O funeral de Estado do aiatolá Ali Khamenei, líder que comandou o Irã por 37 anos, transforma-se em demonstração de sobrevivência política da República Islâmica. Quatro meses após sua morte, o governo utiliza os ritos para sinalizar que o regime permanece funcional e que a sucessão está encaminhada, apesar dos conflitos recentes.
As cerimônias, que começaram em Teerã e se estenderão por vários dias, incluem paradas em diferentes cidades iranianas e locais sagrados no Iraque. Milhões de pessoas são esperadas, sob forte esquema de segurança, com a presença de autoridades civis, militares e religiosas, além de delegações estrangeiras.
Analistas afirmam que a guerra recente fortaleceu o núcleo mais radical do poder iraniano. Com a eliminação de parte da antiga liderança militar, novos comandantes ligados à Guarda Revolucionária Islâmica ocuparam posições estratégicas. Isso centraliza a estrutura de poder e reduz a propensão a concessões ao Ocidente.

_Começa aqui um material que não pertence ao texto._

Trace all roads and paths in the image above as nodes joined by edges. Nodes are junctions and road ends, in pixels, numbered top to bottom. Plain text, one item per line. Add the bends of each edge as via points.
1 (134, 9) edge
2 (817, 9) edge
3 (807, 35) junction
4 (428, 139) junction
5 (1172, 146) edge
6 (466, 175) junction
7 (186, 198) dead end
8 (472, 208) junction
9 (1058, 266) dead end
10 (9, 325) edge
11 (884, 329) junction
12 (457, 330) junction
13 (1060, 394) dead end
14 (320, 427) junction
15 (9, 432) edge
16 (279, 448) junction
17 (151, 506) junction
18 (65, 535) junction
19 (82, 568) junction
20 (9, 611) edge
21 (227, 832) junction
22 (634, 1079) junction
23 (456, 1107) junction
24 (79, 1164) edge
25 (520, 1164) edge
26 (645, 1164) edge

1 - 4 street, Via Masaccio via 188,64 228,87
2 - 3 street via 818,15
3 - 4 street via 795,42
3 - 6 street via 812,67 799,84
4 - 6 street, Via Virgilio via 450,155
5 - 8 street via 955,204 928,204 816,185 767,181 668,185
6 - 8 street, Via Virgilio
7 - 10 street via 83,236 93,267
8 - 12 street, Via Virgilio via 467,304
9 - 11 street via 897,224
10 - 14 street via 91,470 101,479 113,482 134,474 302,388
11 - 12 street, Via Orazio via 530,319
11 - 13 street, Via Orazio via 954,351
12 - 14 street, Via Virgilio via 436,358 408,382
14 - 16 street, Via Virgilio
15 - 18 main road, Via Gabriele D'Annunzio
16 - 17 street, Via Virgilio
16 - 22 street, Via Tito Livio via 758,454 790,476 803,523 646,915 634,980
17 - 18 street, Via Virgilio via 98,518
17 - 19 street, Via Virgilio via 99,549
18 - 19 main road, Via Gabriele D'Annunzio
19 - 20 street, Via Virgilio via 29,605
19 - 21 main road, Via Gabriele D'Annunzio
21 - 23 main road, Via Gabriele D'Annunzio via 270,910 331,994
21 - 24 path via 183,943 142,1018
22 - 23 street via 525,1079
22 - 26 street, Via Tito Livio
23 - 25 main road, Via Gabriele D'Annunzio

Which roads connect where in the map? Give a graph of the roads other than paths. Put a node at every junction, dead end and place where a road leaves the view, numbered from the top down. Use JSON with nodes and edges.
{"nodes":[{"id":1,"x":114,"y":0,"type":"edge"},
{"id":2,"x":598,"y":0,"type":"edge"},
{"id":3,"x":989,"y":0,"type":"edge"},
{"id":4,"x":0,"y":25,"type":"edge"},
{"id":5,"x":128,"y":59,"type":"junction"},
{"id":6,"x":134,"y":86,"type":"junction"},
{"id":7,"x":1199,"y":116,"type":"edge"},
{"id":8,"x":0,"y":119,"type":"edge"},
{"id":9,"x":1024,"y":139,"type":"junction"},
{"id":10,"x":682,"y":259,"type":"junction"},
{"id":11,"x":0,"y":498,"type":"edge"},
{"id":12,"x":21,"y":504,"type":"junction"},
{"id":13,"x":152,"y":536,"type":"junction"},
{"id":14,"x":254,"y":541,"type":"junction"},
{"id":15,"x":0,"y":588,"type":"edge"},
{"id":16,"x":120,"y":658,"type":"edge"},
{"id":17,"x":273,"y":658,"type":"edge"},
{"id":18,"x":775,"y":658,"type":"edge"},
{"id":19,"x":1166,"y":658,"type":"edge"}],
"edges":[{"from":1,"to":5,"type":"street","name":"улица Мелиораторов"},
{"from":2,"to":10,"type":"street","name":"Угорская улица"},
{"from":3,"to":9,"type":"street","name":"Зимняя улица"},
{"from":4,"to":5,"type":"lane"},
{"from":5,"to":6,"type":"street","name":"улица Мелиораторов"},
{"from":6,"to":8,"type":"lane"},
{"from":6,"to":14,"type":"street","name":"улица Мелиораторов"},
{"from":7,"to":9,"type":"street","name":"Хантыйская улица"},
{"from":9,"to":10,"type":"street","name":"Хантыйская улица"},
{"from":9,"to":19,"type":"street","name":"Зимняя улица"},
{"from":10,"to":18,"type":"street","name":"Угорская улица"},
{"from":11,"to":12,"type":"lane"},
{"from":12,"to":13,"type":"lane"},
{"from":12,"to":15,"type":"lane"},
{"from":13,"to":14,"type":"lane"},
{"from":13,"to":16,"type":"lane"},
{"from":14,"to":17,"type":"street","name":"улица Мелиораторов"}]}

O evento possui forte peso político, pois o governo busca reforçar a narrativa de resistência contra os ataques sofridos. A grande mobilização serve como teste da estabilidade interna do regime. A avaliação predominante aponta que a estrutura política da Revolução Islâmica de 1979 sobreviveu ao maior teste em décadas, emergindo sob uma liderança mais fechada e linha-dura.